Sunday, October 6, 1996
At around seven in the morning, Annette must have gone downstairs very carefully so as not to make a noise, not to wake anyone. She must have warmed up some milk, drunk it from the mug with her name on it—a birthday present from Eugénie when Annette was “seeing” Alain. “Seeing” being the word used in Eugénie’s family for a couple before marriage.
Annette must have put on her parka, her trainers, taken the keys to Armand’s car from the nail in the hall, left the house, driven off, done the nine kilometers to the old chapel on Mont Chavanes—a place that looked like Canada in the middle of Burgundy—to go for her jog.
It was the same ritual every time. On arrival, she’d park down below, walk up to the little chapel, with its permanently open door, to admire daybreak through a 16th-century stained-glass window depicting Mary Magdalene’s burial. No more candles or pews, just the walls, the dusty floor, and this miraculously preserved window that so fascinated the Swedish girl.
She’d return home an hour later, take a shower, feed Jules, and then, over breakfast, wear them all out with this Mary Magdalene. This woman who could have been Jesus’s mistress, the mother of his children, or merely a loyal friend—no one knew. A kind of whore, exactly like her. A whore, whore, whore, whore, whore, whore, whore, whore, whore. Eugénie never said bad words, she thought them.

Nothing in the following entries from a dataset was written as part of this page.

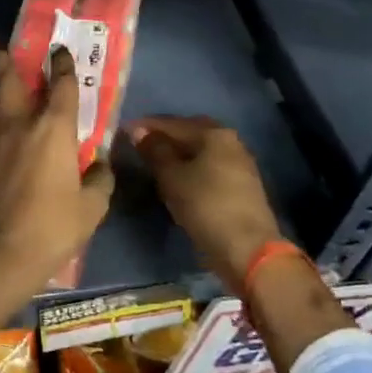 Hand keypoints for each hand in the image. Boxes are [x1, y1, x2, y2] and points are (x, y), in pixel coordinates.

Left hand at [0, 43, 113, 294]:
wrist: (5, 253)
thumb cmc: (55, 228)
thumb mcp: (93, 207)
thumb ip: (100, 179)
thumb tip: (101, 163)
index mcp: (53, 131)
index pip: (61, 87)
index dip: (62, 65)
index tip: (59, 50)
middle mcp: (17, 125)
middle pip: (8, 82)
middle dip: (5, 60)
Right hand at [128, 115, 284, 286]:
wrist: (248, 249)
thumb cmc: (205, 206)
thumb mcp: (172, 177)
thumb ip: (154, 150)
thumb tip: (138, 131)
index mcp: (214, 134)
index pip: (173, 123)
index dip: (146, 126)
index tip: (123, 131)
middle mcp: (231, 141)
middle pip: (190, 133)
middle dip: (164, 137)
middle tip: (139, 144)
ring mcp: (239, 164)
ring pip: (200, 151)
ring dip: (177, 153)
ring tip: (153, 162)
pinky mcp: (241, 185)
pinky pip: (209, 167)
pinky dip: (190, 167)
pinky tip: (176, 177) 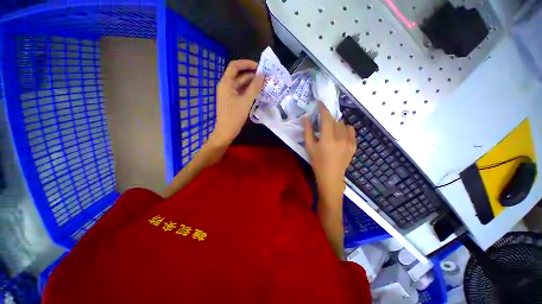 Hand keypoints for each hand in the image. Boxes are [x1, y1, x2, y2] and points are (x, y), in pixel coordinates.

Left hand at [210, 60, 263, 145]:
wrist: (226, 131)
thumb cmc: (234, 116)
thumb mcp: (246, 101)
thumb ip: (254, 87)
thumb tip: (262, 75)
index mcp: (226, 83)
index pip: (235, 66)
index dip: (247, 64)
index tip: (259, 67)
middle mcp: (226, 85)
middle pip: (239, 75)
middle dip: (252, 75)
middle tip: (265, 77)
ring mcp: (229, 93)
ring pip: (241, 84)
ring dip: (252, 84)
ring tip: (264, 85)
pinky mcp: (232, 100)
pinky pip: (241, 92)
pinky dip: (249, 91)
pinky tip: (258, 93)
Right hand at [304, 103, 355, 203]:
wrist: (331, 176)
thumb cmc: (317, 162)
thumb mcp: (309, 146)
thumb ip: (307, 131)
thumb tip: (305, 117)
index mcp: (327, 139)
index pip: (326, 118)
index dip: (323, 109)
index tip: (320, 103)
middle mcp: (340, 138)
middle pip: (335, 120)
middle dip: (328, 119)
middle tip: (322, 125)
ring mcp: (349, 142)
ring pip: (344, 125)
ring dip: (336, 125)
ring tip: (331, 132)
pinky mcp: (354, 145)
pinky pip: (351, 131)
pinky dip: (345, 129)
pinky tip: (339, 136) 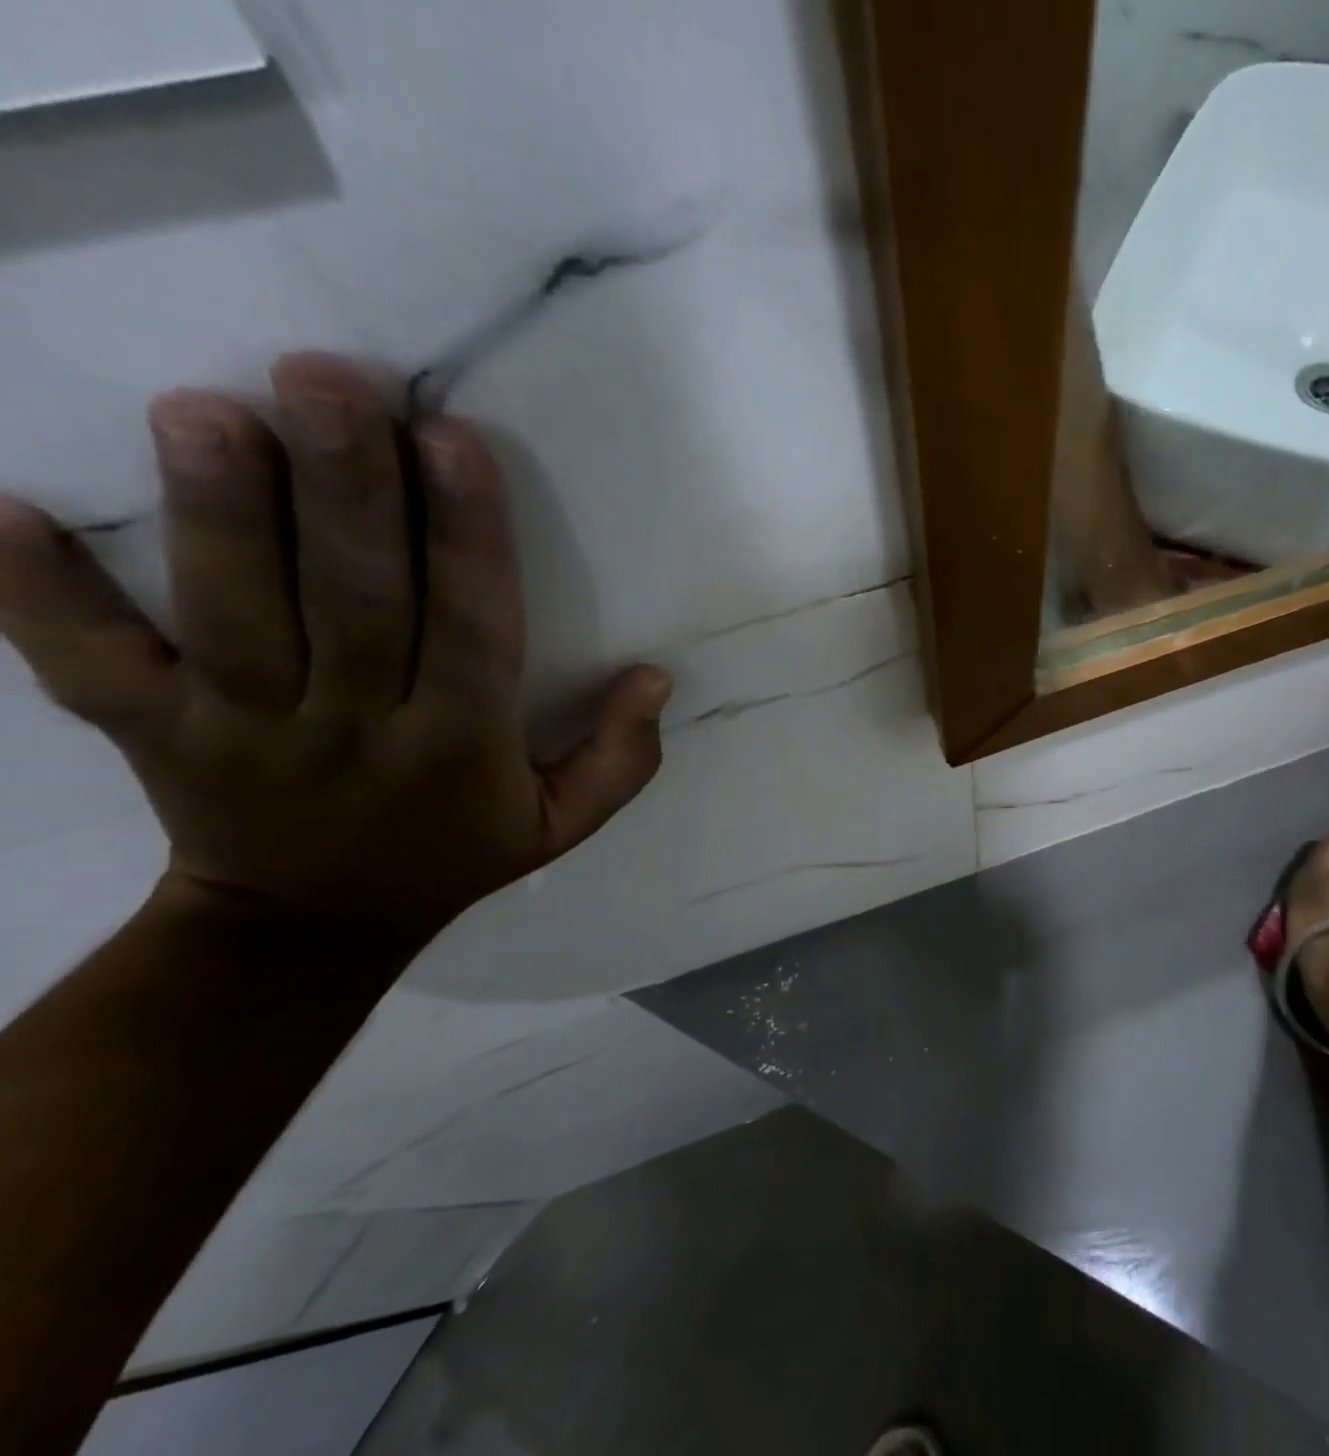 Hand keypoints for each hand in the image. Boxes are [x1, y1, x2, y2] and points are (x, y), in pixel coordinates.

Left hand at [0, 353, 670, 942]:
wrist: (309, 928)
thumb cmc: (453, 856)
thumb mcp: (562, 824)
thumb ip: (621, 758)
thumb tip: (655, 677)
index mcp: (460, 747)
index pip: (472, 629)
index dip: (466, 538)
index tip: (452, 441)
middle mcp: (354, 731)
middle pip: (352, 603)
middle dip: (343, 491)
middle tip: (325, 379)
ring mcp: (239, 734)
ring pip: (229, 618)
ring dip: (217, 515)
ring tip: (205, 410)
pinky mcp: (149, 737)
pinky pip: (85, 666)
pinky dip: (36, 593)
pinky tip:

According to Eugénie’s calculations, Annette must have sailed through the first junction without braking because, that early in the morning, there was no one around; she must have driven along the river until the grade crossing, some two kilometers from the house, where a nasty bend would, inevitably, have forced her to brake, and . . . boom. Her pretty little face up in smoke.
From time to time, Eugénie would glance over at “that one,” who was still pretending to sleep with his back turned to her. Lying in her bed and staring at the ceiling streaked with light from the streetlamp, filtering through the shutters, she had gone through Annette’s journey from the house to the chapel at least a dozen times.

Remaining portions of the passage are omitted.